Exercise description: All of the data that follows should be retyped exactly, please, except the pictures.

Exercise input:
******

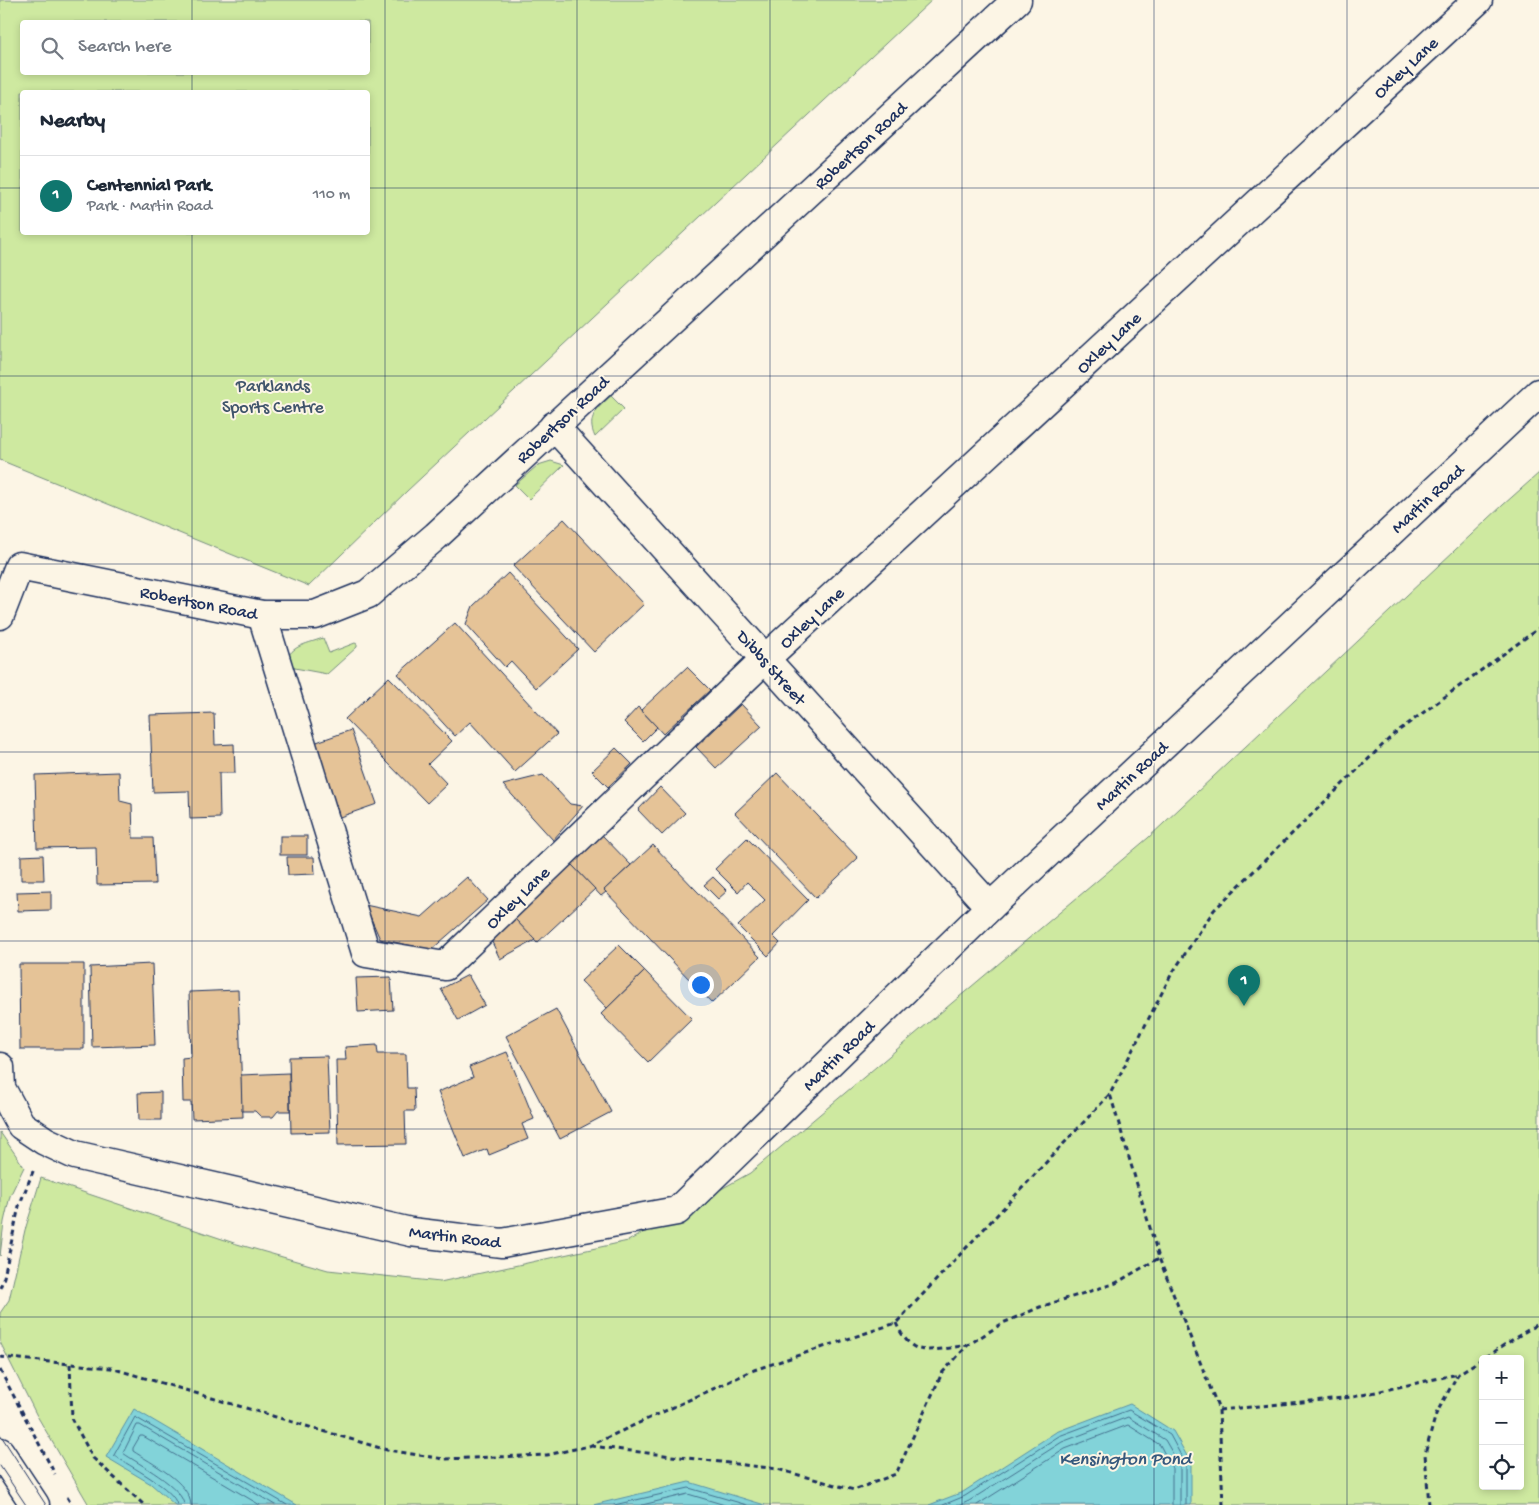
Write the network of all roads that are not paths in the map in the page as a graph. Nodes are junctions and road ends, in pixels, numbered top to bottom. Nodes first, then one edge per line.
1 (1017, 0) edge
2 (1478, 0) edge
3 (1539, 393) edge
4 (554, 426) junction
5 (0, 615) edge
6 (262, 615) junction
7 (765, 659) junction
8 (990, 907) junction
9 (0, 1066) edge
10 (0, 1452) edge
11 (35, 1505) edge

1 - 4 street, Robertson Road
2 - 7 street, Oxley Lane
3 - 8 street, Martin Road
4 - 6 street, Robertson Road
4 - 7 street, Dibbs Street
5 - 6 street, Robertson Road
6 - 7 street, Oxley Lane
7 - 8 street, Dibbs Street
8 - 9 street, Martin Road
10 - 11 street

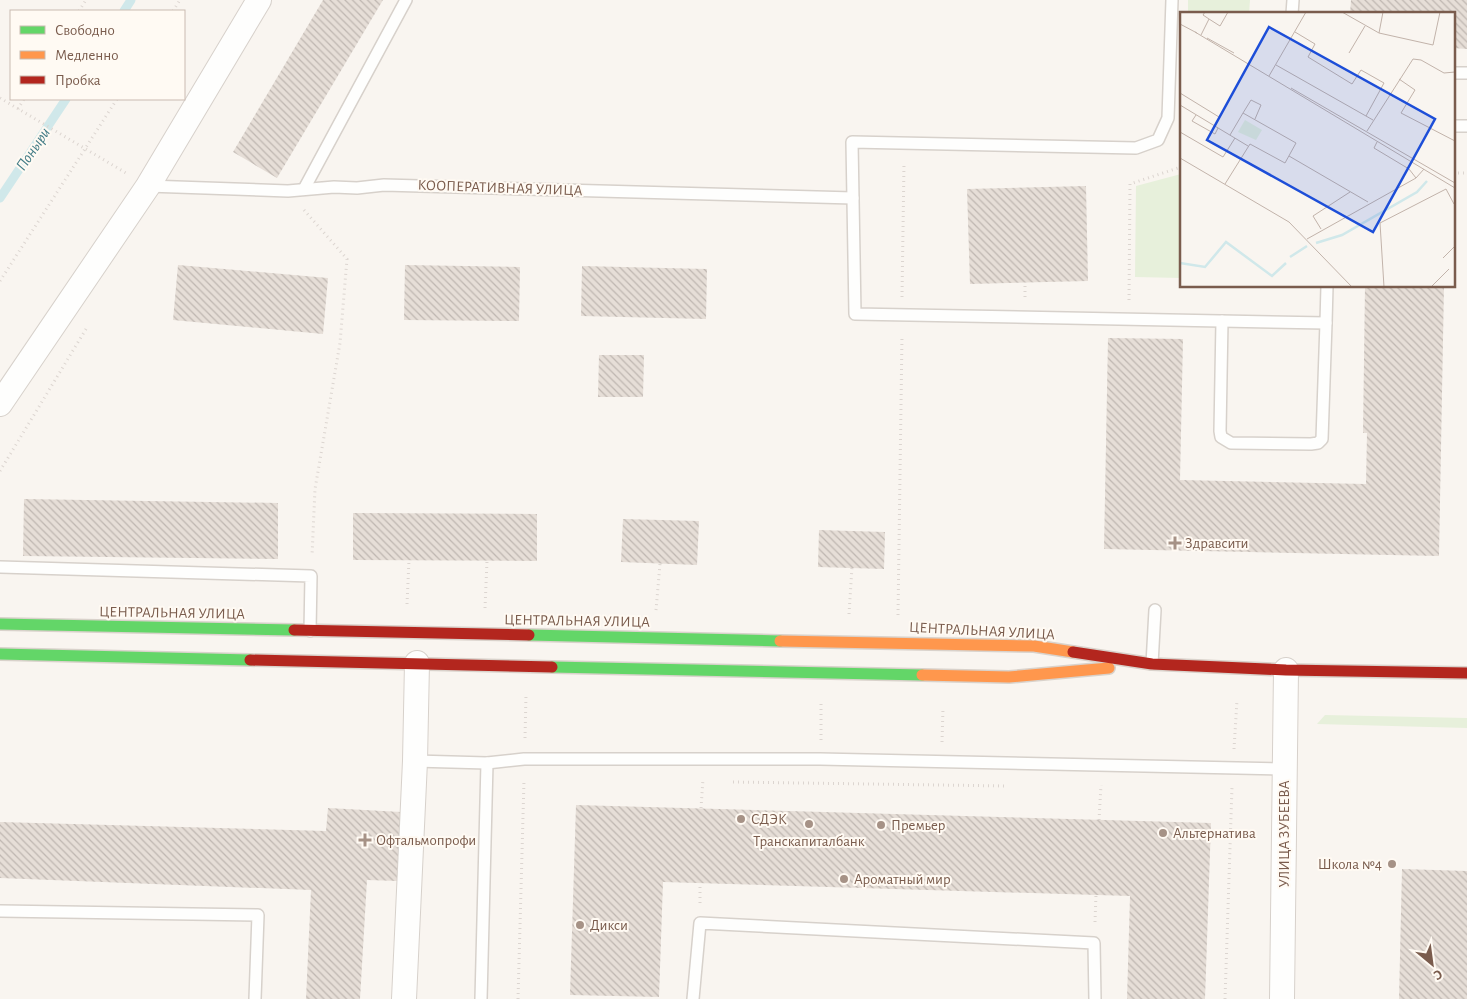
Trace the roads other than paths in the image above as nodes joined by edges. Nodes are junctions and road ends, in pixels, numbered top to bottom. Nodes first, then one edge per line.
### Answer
1 (258, 0) edge
2 (406, 0) edge
3 (1172, 0) edge
4 (1454, 73) edge
5 (1467, 73) edge
6 (1168, 118) junction
7 (1180, 119) edge
8 (1454, 126) edge
9 (1467, 126) edge
10 (148, 186) junction
11 (304, 189) junction
12 (853, 198) junction
13 (1327, 288) edge
14 (1222, 321) junction
15 (1326, 323) junction
16 (0, 404) edge
17 (0, 567) edge
18 (1155, 610) dead end
19 (0, 624) edge
20 (310, 631) junction
21 (0, 654) edge
22 (417, 664) junction
23 (1152, 664) junction
24 (1286, 670) junction
25 (1464, 674) edge
26 (416, 761) junction
27 (487, 763) junction
28 (1284, 769) junction
29 (0, 911) edge
30 (255, 999) edge
31 (404, 999) edge
32 (481, 999) edge
33 (692, 999) edge
34 (1095, 999) edge
35 (1282, 999) edge

1 - 10 street
2 - 11 lane
3 - 6 lane
4 - 5 lane
6 - 7 lane
6 - 12 lane
8 - 9 lane
10 - 11 lane, КООПЕРАТИВНАЯ УЛИЦА
10 - 16 street
11 - 12 lane, КООПЕРАТИВНАЯ УЛИЦА
12 - 14 lane
13 - 15 lane
14 - 15 lane
14 - 15 lane
17 - 20 lane
18 - 23 lane
19 - 20 main road, ЦЕНТРАЛЬНАЯ УЛИЦА
20 - 23 main road, ЦЕНТРАЛЬНАЯ УЛИЦА
21 - 22 main road, ЦЕНТРАЛЬНАЯ УЛИЦА
22 - 23 main road, ЦЕНТРАЛЬНАЯ УЛИЦА
22 - 26 street
23 - 24 main road, ЦЕНТРАЛЬНАЯ УЛИЦА
24 - 25 main road, ЦЕНТРАЛЬНАЯ УЛИЦА
24 - 28 street, УЛИЦА ЗУБЕЕВА
26 - 27 lane
26 - 31 street
27 - 28 lane
27 - 32 lane
28 - 35 street, УЛИЦА ЗУБЕЕВА
29 - 30 lane
33 - 34 lane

******

Written reply:
Write the network of all roads that are not paths in the map in the page as a graph. Nodes are junctions and road ends, in pixels, numbered top to bottom. Nodes first, then one edge per line.
1 (1017, 0) edge
2 (1478, 0) edge
3 (1539, 393) edge
4 (554, 426) junction
5 (0, 615) edge
6 (262, 615) junction
7 (765, 659) junction
8 (990, 907) junction
9 (0, 1066) edge
10 (0, 1452) edge
11 (35, 1505) edge

1 - 4 street, Robertson Road
2 - 7 street, Oxley Lane
3 - 8 street, Martin Road
4 - 6 street, Robertson Road
4 - 7 street, Dibbs Street
5 - 6 street, Robertson Road
6 - 7 street, Oxley Lane
7 - 8 street, Dibbs Street
8 - 9 street, Martin Road
10 - 11 street

Trace the roads other than paths in the image above as nodes joined by edges. Nodes are junctions and road ends, in pixels, numbered top to bottom. Nodes first, then one edge per line.
### Answer
1 (258, 0) edge
2 (406, 0) edge
3 (1172, 0) edge
4 (1454, 73) edge
5 (1467, 73) edge
6 (1168, 118) junction
7 (1180, 119) edge
8 (1454, 126) edge
9 (1467, 126) edge
10 (148, 186) junction
11 (304, 189) junction
12 (853, 198) junction
13 (1327, 288) edge
14 (1222, 321) junction
15 (1326, 323) junction
16 (0, 404) edge
17 (0, 567) edge
18 (1155, 610) dead end
19 (0, 624) edge
20 (310, 631) junction
21 (0, 654) edge
22 (417, 664) junction
23 (1152, 664) junction
24 (1286, 670) junction
25 (1464, 674) edge
26 (416, 761) junction
27 (487, 763) junction
28 (1284, 769) junction
29 (0, 911) edge
30 (255, 999) edge
31 (404, 999) edge
32 (481, 999) edge
33 (692, 999) edge
34 (1095, 999) edge
35 (1282, 999) edge

1 - 10 street
2 - 11 lane
3 - 6 lane
4 - 5 lane
6 - 7 lane
6 - 12 lane
8 - 9 lane
10 - 11 lane, КООПЕРАТИВНАЯ УЛИЦА
10 - 16 street
11 - 12 lane, КООПЕРАТИВНАЯ УЛИЦА
12 - 14 lane
13 - 15 lane
14 - 15 lane
14 - 15 lane
17 - 20 lane
18 - 23 lane
19 - 20 main road, ЦЕНТРАЛЬНАЯ УЛИЦА
20 - 23 main road, ЦЕНТРАЛЬНАЯ УЛИЦА
21 - 22 main road, ЦЕНТРАЛЬНАЯ УЛИЦА
22 - 23 main road, ЦЕНТРАЛЬНАЯ УЛИЦА
22 - 26 street
23 - 24 main road, ЦЕНТРАЛЬНАЯ УЛИЦА
24 - 25 main road, ЦЕНТРАЛЬНАЯ УЛИЦА
24 - 28 street, УЛИЦА ЗУБЕЕВА
26 - 27 lane
26 - 31 street
27 - 28 lane
27 - 32 lane
28 - 35 street, УЛИЦА ЗУБЕЕВА
29 - 30 lane
33 - 34 lane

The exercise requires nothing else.